Yah, sorry for throwing that in here, but I figured while you are designing this new board perhaps I should raise this. I guess my cable is about 50ft long or so, hard to tell cause I pulled it from my deck through a hole in my basement then up through the floor into my kitchen cabinet.
What it does when the cable is too long, the servo will freak out and start whipping rapidly back and forth, not just chattering, I mean moving quite a distance, like its having a seizure or something. I am guessing it has to be degraded pulses on the signal lead cause I don't think it would do that if the gnd or +5v were weak...
Looking at the schematic as far as I can see the servo control lead comes right from the ATMega? Is this putting out a 3.3V pulse then? I've seen some very cheap servo signal boosters that boost 3v to 5v to help push that signal, wondering if I should try one of those (if the servo control line is currently at 3V) Although it seems a simple circuit with a transistor and a couple resistors should be able to boost this signal pretty easily....
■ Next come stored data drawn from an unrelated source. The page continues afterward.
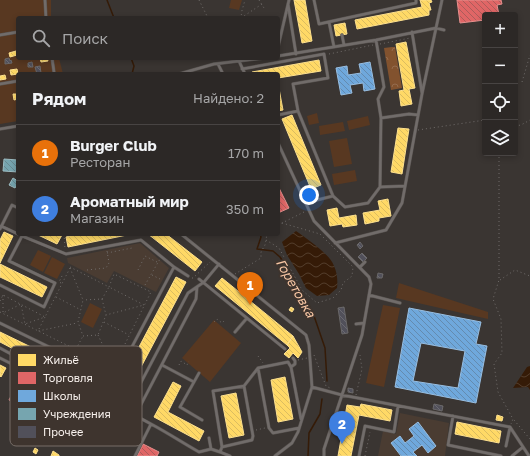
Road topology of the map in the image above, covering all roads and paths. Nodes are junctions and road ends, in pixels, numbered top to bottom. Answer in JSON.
{"nodes":[{"id":1,"x":45,"y":0,"type":"edge"},
{"id":2,"x":199,"y":0,"type":"edge"},
{"id":3,"x":245,"y":0,"type":"edge"},
{"id":4,"x":259,"y":0,"type":"edge"},
{"id":5,"x":289,"y":0,"type":"edge"},
{"id":6,"x":314,"y":0,"type":"edge"},
{"id":7,"x":416,"y":0,"type":"edge"},
{"id":8,"x":442,"y":0,"type":"edge"},
{"id":9,"x":262,"y":4,"type":"junction"},
{"id":10,"x":288,"y":4,"type":"junction"},
{"id":11,"x":264,"y":8,"type":"dead end"},
{"id":12,"x":46,"y":16,"type":"edge"},
{"id":13,"x":207,"y":16,"type":"edge"},
{"id":14,"x":243,"y":16,"type":"edge"},
{"id":15,"x":245,"y":16,"type":"edge"},
{"id":16,"x":329,"y":22,"type":"junction"},
{"id":17,"x":436,"y":28,"type":"junction"},
{"id":18,"x":444,"y":30,"type":"dead end"},
{"id":19,"x":16,"y":32,"type":"edge"},
{"id":20,"x":412,"y":32,"type":"junction"},
{"id":21,"x":0,"y":35,"type":"edge"},
{"id":22,"x":342,"y":35,"type":"dead end"},
{"id":23,"x":280,"y":38,"type":"edge"},
{"id":24,"x":412,"y":38,"type":"junction"},
{"id":25,"x":376,"y":40,"type":"junction"},
{"id":26,"x":344,"y":45,"type":"junction"},
{"id":27,"x":377,"y":45,"type":"junction"},
{"id":28,"x":334,"y":47,"type":"junction"},
{"id":29,"x":296,"y":54,"type":"junction"},
{"id":30,"x":324,"y":54,"type":"junction"},
{"id":31,"x":530,"y":55,"type":"edge"},
{"id":32,"x":280,"y":56,"type":"edge"},
{"id":33,"x":52,"y":60,"type":"edge"},
{"id":34,"x":248,"y":60,"type":"edge"},
{"id":35,"x":239,"y":61,"type":"junction"},
{"id":36,"x":218,"y":64,"type":"junction"},
{"id":37,"x":242,"y":69,"type":"junction"},
{"id":38,"x":54,"y":72,"type":"edge"},
{"id":39,"x":187,"y":72,"type":"edge"},
{"id":40,"x":223,"y":72,"type":"edge"},
{"id":41,"x":244,"y":72,"type":"edge"},
{"id":42,"x":16,"y":80,"type":"edge"},
{"id":43,"x":522,"y":82,"type":"dead end"},
{"id":44,"x":0,"y":84,"type":"edge"},
{"id":45,"x":422,"y":94,"type":"junction"},
{"id":46,"x":298,"y":111,"type":"junction"},
{"id":47,"x":280,"y":115,"type":"edge"},
{"id":48,"x":418,"y":115,"type":"junction"},
{"id":49,"x":381,"y":118,"type":"junction"},
{"id":50,"x":482,"y":120,"type":"edge"},
{"id":51,"x":530,"y":120,"type":"edge"},
{"id":52,"x":16,"y":126,"type":"edge"},
{"id":53,"x":518,"y":126,"type":"edge"},
{"id":54,"x":0,"y":128,"type":"edge"},
{"id":55,"x":416,"y":130,"type":"junction"},
{"id":56,"x":280,"y":147,"type":"edge"},
{"id":57,"x":499,"y":156,"type":"edge"},
{"id":58,"x":405,"y":186,"type":"junction"},
{"id":59,"x":380,"y":187,"type":"junction"},
{"id":60,"x":333,"y":196,"type":"junction"},
{"id":61,"x":305,"y":203,"type":"junction"},
{"id":62,"x":16,"y":207,"type":"edge"},
{"id":63,"x":309,"y":210,"type":"junction"},
{"id":64,"x":282,"y":223,"type":"joint"},
{"id":65,"x":1,"y":228,"type":"edge"},
{"id":66,"x":16,"y":233,"type":"edge"},
{"id":67,"x":22,"y":236,"type":"joint"},
{"id":68,"x":64,"y":236,"type":"edge"},
{"id":69,"x":184,"y":236,"type":"edge"},
{"id":70,"x":267,"y":236,"type":"edge"},
{"id":71,"x":266,"y":240,"type":"junction"},
{"id":72,"x":335,"y":243,"type":"junction"},
{"id":73,"x":106,"y":246,"type":"junction"},
{"id":74,"x":132,"y":248,"type":"dead end"},
{"id":75,"x":107,"y":253,"type":"junction"},
{"id":76,"x":66,"y":254,"type":"junction"},
{"id":77,"x":161,"y":257,"type":"junction"},
{"id":78,"x":213,"y":259,"type":"junction"},
{"id":79,"x":365,"y":262,"type":"dead end"},
{"id":80,"x":158,"y":263,"type":"junction"},
{"id":81,"x":219,"y":264,"type":"junction"},
{"id":82,"x":70,"y":267,"type":"junction"},
{"id":83,"x":174,"y":267,"type":"junction"},
{"id":84,"x":360,"y":267,"type":"junction"},
{"id":85,"x":87,"y":270,"type":"dead end"},
{"id":86,"x":138,"y":270,"type":"dead end"},
{"id":87,"x":63,"y":274,"type":"dead end"},
{"id":88,"x":151,"y":274,"type":"junction"},
{"id":89,"x":233,"y":275,"type":"junction"},
{"id":90,"x":188,"y":276,"type":"joint"},
{"id":91,"x":530,"y":276,"type":"edge"},
{"id":92,"x":160,"y":279,"type":"dead end"},
{"id":93,"x":199,"y":279,"type":"dead end"},
{"id":94,"x":500,"y":280,"type":"junction"},
{"id":95,"x":204,"y":282,"type":"junction"},
{"id":96,"x":62,"y":283,"type":"junction"},
{"id":97,"x":0,"y":285,"type":"edge"},
{"id":98,"x":145,"y":286,"type":"dead end"},
{"id":99,"x":108,"y":287,"type":"junction"},
{"id":100,"x":197,"y":287,"type":"junction"},
{"id":101,"x":4,"y":295,"type":"junction"},
{"id":102,"x":369,"y":295,"type":"junction"},
{"id":103,"x":55,"y":297,"type":"junction"},
{"id":104,"x":102,"y":299,"type":"junction"},
{"id":105,"x":83,"y":300,"type":"junction"},
{"id":106,"x":0,"y":302,"type":"edge"},
{"id":107,"x":400,"y":303,"type":"dead end"},
{"id":108,"x":21,"y":304,"type":"junction"},
{"id":109,"x":144,"y":305,"type":"junction"},
{"id":110,"x":81,"y":310,"type":"junction"},
{"id":111,"x":0,"y":312,"type":"edge"},
{"id":112,"x":3,"y":313,"type":"junction"},
{"id":113,"x":106,"y":315,"type":"junction"},
{"id":114,"x":45,"y":317,"type":"junction"},
{"id":115,"x":247,"y":318,"type":"junction"},
{"id":116,"x":225,"y":320,"type":"dead end"},
{"id":117,"x":78,"y":322,"type":"junction"},
{"id":118,"x":103,"y":322,"type":"junction"},
{"id":119,"x":214,"y":322,"type":"dead end"},
{"id":120,"x":0,"y":323,"type":"edge"},
{"id":121,"x":364,"y":323,"type":"junction"},
{"id":122,"x":25,"y":324,"type":"junction"},
{"id":123,"x":356,"y":324,"type":"dead end"},
{"id":124,"x":38,"y":331,"type":"junction"},
{"id":125,"x":235,"y":332,"type":"dead end"},
{"id":126,"x":98,"y":335,"type":"junction"},
{"id":127,"x":129,"y":335,"type":"junction"},
{"id":128,"x":83,"y":336,"type":"junction"},
{"id":129,"x":38,"y":342,"type":"junction"},
{"id":130,"x":310,"y":345,"type":"junction"},
{"id":131,"x":36,"y":346,"type":"edge"},
{"id":132,"x":46,"y":346,"type":"edge"},
{"id":133,"x":70,"y":346,"type":"edge"},
{"id":134,"x":78,"y":346,"type":"edge"},
{"id":135,"x":103,"y":346,"type":"edge"},
{"id":136,"x":124,"y":346,"type":"edge"},
{"id":137,"x":132,"y":346,"type":"edge"},
{"id":138,"x":358,"y":346,"type":"junction"},
{"id":139,"x":0,"y":348,"type":"edge"},
{"id":140,"x":285,"y":349,"type":"dead end"},
{"id":141,"x":10,"y":354,"type":"edge"},
{"id":142,"x":258,"y":356,"type":"dead end"},
{"id":143,"x":0,"y":358,"type":"edge"},
{"id":144,"x":293,"y":358,"type":"dead end"},
{"id":145,"x":310,"y":358,"type":"junction"},
{"id":146,"x":189,"y":361,"type":"dead end"},
{"id":147,"x":295,"y":361,"type":"junction"},
{"id":148,"x":10,"y":363,"type":"edge"},
{"id":149,"x":162,"y":365,"type":"junction"},
{"id":150,"x":179,"y":365,"type":"dead end"},
{"id":151,"x":266,"y":366,"type":"junction"},
{"id":152,"x":291,"y":367,"type":"junction"},
{"id":153,"x":258,"y":368,"type":"junction"},
{"id":154,"x":199,"y":373,"type":"dead end"},
{"id":155,"x":142,"y":381,"type":"edge"},
{"id":156,"x":194,"y":382,"type":"junction"},
{"id":157,"x":244,"y":386,"type":"junction"},
{"id":158,"x":312,"y":388,"type":"junction"},
{"id":159,"x":332,"y":389,"type":"dead end"},
{"id":160,"x":342,"y":395,"type":"junction"},
{"id":161,"x":355,"y":397,"type":"junction"},
{"id":162,"x":142,"y":403,"type":"edge"},
{"id":163,"x":398,"y":406,"type":"junction"},
{"id":164,"x":453,"y":416,"type":"junction"},
{"id":165,"x":301,"y":419,"type":"junction"},
{"id":166,"x":513,"y":419,"type":"junction"},
{"id":167,"x":142,"y":420,"type":"edge"},
{"id":168,"x":202,"y":420,"type":"dead end"},
{"id":169,"x":151,"y":424,"type":"junction"},
{"id":170,"x":510,"y":427,"type":"junction"},
{"id":171,"x":269,"y":428,"type":"junction"},
{"id":172,"x":299,"y":428,"type":"junction"},
{"id":173,"x":252,"y":431,"type":"junction"},
{"id":174,"x":370,"y":432,"type":"dead end"},
{"id":175,"x":209,"y":438,"type":"dead end"},
{"id":176,"x":530,"y":439,"type":"edge"},
{"id":177,"x":142,"y":442,"type":"edge"},
{"id":178,"x":140,"y":446,"type":"edge"},
{"id":179,"x":506,"y":446,"type":"dead end"},
{"id":180,"x":222,"y":447,"type":"junction"},
{"id":181,"x":523,"y":447,"type":"junction"},
{"id":182,"x":211,"y":449,"type":"junction"},
{"id":183,"x":220,"y":452,"type":"junction"},
{"id":184,"x":135,"y":456,"type":"edge"},
{"id":185,"x":230,"y":456,"type":"edge"},
{"id":186,"x":275,"y":456,"type":"edge"},
{"id":187,"x":324,"y":456,"type":"edge"},
{"id":188,"x":359,"y":456,"type":"edge"},
{"id":189,"x":365,"y":456,"type":"edge"},
{"id":190,"x":502,"y":456,"type":"edge"},
{"id":191,"x":512,"y":456,"type":"edge"},
{"id":192,"x":529,"y":456,"type":"edge"}],
"edges":[{"from":1,"to":12,"type":"lane"},
{"from":2,"to":13,"type":"path"},
{"from":3,"to":14,"type":"path"},
{"from":4,"to":9,"type":"path"},
{"from":5,"to":10,"type":"lane"},
{"from":6,"to":16,"type":"lane"},
{"from":7,"to":16,"type":"lane"},
{"from":8,"to":17,"type":"lane"},
{"from":9,"to":11,"type":"path"},
{"from":9,"to":15,"type":"path"},
{"from":10,"to":23,"type":"lane"},
{"from":10,"to":29,"type":"lane"},
{"from":16,"to":28,"type":"lane"},
{"from":17,"to":18,"type":"lane"},
{"from":17,"to":20,"type":"lane"},
{"from":17,"to":45,"type":"lane"},
{"from":19,"to":21,"type":"lane"},
{"from":20,"to":24,"type":"lane"},
{"from":20,"to":25,"type":"lane"},
{"from":22,"to":26,"type":"lane"},
{"from":24,"to":27,"type":"path"},
{"from":24,"to":45,"type":"lane"},
{"from":25,"to":26,"type":"lane"},
{"from":25,"to":27,"type":"lane"},
{"from":26,"to":28,"type":"lane"},
{"from":27,"to":30,"type":"path"},
{"from":27,"to":49,"type":"lane"},
{"from":28,"to":29,"type":"lane"},
{"from":29,"to":32,"type":"lane"},
{"from":30,"to":37,"type":"lane"},
{"from":30,"to":46,"type":"lane"},
{"from":31,"to":43,"type":"path"},
{"from":33,"to":38,"type":"lane"},
{"from":34,"to":35,"type":"lane"},
{"from":35,"to":36,"type":"lane"},
{"from":35,"to":37,"type":"lane"},
{"from":36,"to":39,"type":"lane"},
{"from":36,"to":40,"type":"lane"},
{"from":37,"to":41,"type":"lane"},
{"from":42,"to":44,"type":"lane"},
{"from":45,"to":48,"type":"lane"},
{"from":46,"to":47,"type":"lane"},
{"from":46,"to":60,"type":"lane"},
{"from":48,"to":49,"type":"lane"},
{"from":48,"to":55,"type":"lane"},
{"from":49,"to":59,"type":"lane"},
{"from":50,"to":55,"type":"path"},
{"from":51,"to":53,"type":"path"},
{"from":52,"to":54,"type":"lane"},
{"from":55,"to":58,"type":"lane"},
{"from":56,"to":61,"type":"lane"},
{"from":57,"to":94,"type":"path"},
{"from":58,"to":59,"type":"lane"},
{"from":58,"to":72,"type":"lane"},
{"from":59,"to":60,"type":"lane"},
{"from":60,"to":61,"type":"lane"},
{"from":61,"to":63,"type":"lane"},
{"from":62,"to":65,"type":"lane"},
{"from":63,"to":64,"type":"path"},
{"from":63,"to":72,"type":"lane"},
{"from":64,"to":71,"type":"path"},
{"from":65,"to":66,"type":"lane"},
{"from":67,"to":76,"type":"lane"},
{"from":67,"to":97,"type":"lane"},
{"from":68,"to":76,"type":"path"},
{"from":69,"to":78,"type":"lane"},
{"from":70,"to":71,"type":"path"},
{"from":71,"to":89,"type":"path"},
{"from":72,"to":84,"type":"lane"},
{"from":73,"to":75,"type":"path"},
{"from":73,"to":76,"type":"lane"},
{"from":73,"to":77,"type":"lane"},
{"from":74,"to":75,"type":"path"},
{"from":75,"to":85,"type":"path"},
{"from":77,"to":80,"type":"path"},
{"from":77,"to":83,"type":"lane"},
{"from":78,"to":81,"type":"lane"},
{"from":78,"to":90,"type":"path"},
{"from":79,"to":84,"type":"lane"},
{"from":80,"to":86,"type":"path"},
{"from":80,"to":88,"type":"path"},
{"from":81,"to":89,"type":"lane"},
{"from":81,"to":95,"type":"lane"},
{"from":82,"to":96,"type":"path"},
{"from":82,"to":99,"type":"path"},
{"from":82,"to":105,"type":"path"},
{"from":83,"to":90,"type":"lane"},
{"from":83,"to":137,"type":"lane"},
{"from":84,"to":102,"type":"lane"},
{"from":87,"to":96,"type":"path"},
{"from":88,"to":92,"type":"path"},
{"from":88,"to":98,"type":"path"},
{"from":89,"to":130,"type":"lane"},
{"from":91,"to":94,"type":"path"},
{"from":93,"to":95,"type":"lane"},
{"from":94,"to":166,"type":"path"},
{"from":95,"to":100,"type":"lane"},
{"from":95,"to":115,"type":"lane"},
{"from":96,"to":103,"type":"path"},
{"from":99,"to":104,"type":"path"},
{"from":99,"to":109,"type":"path"},
{"from":99,"to":109,"type":"path"},
{"from":100,"to":149,"type":"lane"},
{"from":100,"to":155,"type":"lane"},
{"from":101,"to":106,"type":"path"},
{"from":101,"to":108,"type":"path"},
{"from":101,"to":112,"type":"path"},
{"from":102,"to":107,"type":"lane"},
{"from":102,"to":121,"type":"lane"},
{"from":103,"to":110,"type":"path"},
{"from":103,"to":114,"type":"path"},
{"from":104,"to":105,"type":"path"},
{"from":104,"to":113,"type":"path"},
{"from":105,"to":110,"type":"path"},
{"from":108,"to":112,"type":"path"},
{"from":108,"to":114,"type":"path"},
{"from":108,"to":122,"type":"path"},
{"from":109,"to":113,"type":"path"},
{"from":109,"to":127,"type":"path"},
{"from":110,"to":117,"type":"path"},
{"from":111,"to":112,"type":"path"},
{"from":112,"to":122,"type":"path"},
{"from":113,"to":118,"type":"path"},
{"from":114,"to":122,"type":"path"},
{"from":114,"to":124,"type":"path"},
{"from":115,"to":125,"type":"lane"},
{"from":115,"to":140,"type":"lane"},
{"from":116,"to":119,"type":"path"},
{"from":117,"to":124,"type":"path"},
{"from":117,"to":128,"type":"path"},
{"from":118,"to":126,"type":"path"},
{"from":118,"to":127,"type":"path"},
{"from":120,"to":129,"type":"lane"},
{"from":121,"to":123,"type":"lane"},
{"from":121,"to":138,"type":"lane"},
{"from":122,"to":124,"type":"path"},
{"from":124,"to":133,"type":"path"},
{"from":126,"to":128,"type":"path"},
{"from":126,"to":135,"type":"path"},
{"from":127,"to":136,"type":"path"},
{"from":128,"to":134,"type":"path"},
{"from":129,"to":131,"type":"path"},
{"from":129,"to":132,"type":"lane"},
{"from":130,"to":145,"type":"lane"},
{"from":130,"to":159,"type":"path"},
{"from":138,"to":160,"type":"lane"},
{"from":138,"to":161,"type":"path"},
{"from":139,"to":141,"type":"lane"},
{"from":142,"to":151,"type":"path"},
{"from":143,"to":148,"type":"lane"},
{"from":144,"to":147,"type":"lane"},
{"from":145,"to":147,"type":"path"},
{"from":145,"to":158,"type":"lane"},
{"from":146,"to":150,"type":"path"},
{"from":147,"to":152,"type":"lane"},
{"from":149,"to":156,"type":"lane"},
{"from":149,"to":162,"type":"lane"},
{"from":151,"to":152,"type":"lane"},
{"from":151,"to":153,"type":"lane"},
{"from":152,"to":165,"type":"lane"},
{"from":153,"to":157,"type":"lane"},
{"from":153,"to":171,"type":"lane"},
{"from":154,"to":156,"type":"lane"},
{"from":156,"to":168,"type":"lane"},
{"from":157,"to":173,"type":"lane"},
{"from":157,"to":180,"type":"lane"},
{"from":158,"to":160,"type":"lane"},
{"from":158,"to":165,"type":"lane"},
{"from":160,"to":161,"type":"lane"},
{"from":160,"to":187,"type":"lane"},
{"from":161,"to":163,"type":"lane"},
{"from":163,"to":164,"type":"lane"},
{"from":163,"to":188,"type":"lane"},
{"from":164,"to":170,"type":"lane"},
{"from":164,"to":190,"type":"lane"},
{"from":165,"to":172,"type":"lane"},
{"from":166,"to":170,"type":"path"},
{"from":166,"to":176,"type":"path"},
{"from":167,"to":169,"type":"lane"},
{"from":169,"to":177,"type":"lane"},
{"from":169,"to":182,"type":"lane"},
{"from":170,"to":179,"type":"lane"},
{"from":170,"to":181,"type":"lane"},
{"from":171,"to":172,"type":"lane"},
{"from":171,"to":173,"type":"path"},
{"from":172,"to":186,"type":"lane"},
{"from":173,"to":180,"type":"lane"},
{"from":174,"to":189,"type":"path"},
{"from":175,"to":182,"type":"lane"},
{"from":178,"to":184,"type":"lane"},
{"from":180,"to":183,"type":"lane"},
{"from":181,"to":191,"type":"lane"},
{"from":181,"to":192,"type":"lane"},
{"from":182,"to":183,"type":"lane"},
{"from":183,"to":185,"type":"lane"}]}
Edit: I've been doing some reading about running servo's from a 3.3V arduino. It seems the 3.3v signal can be problematic for a 5V servo, with the 3.3v pulse being close to 50% of the servo power which may cause pulses to be rejected as noise. I've seen suggested to run the servo at 3.3v to alleviate the issue or to boost the signal with transistors, I've also read that any 5V 74HC chip can be used to raise the pulse to 5V (to match the 5v servo power). I know we use a 74HC chip for the shift register, but it's a 3.3v version. I'm wondering if we could possibly change to a 5v version of the 74HC and task the unused portion for boosting the servo signal?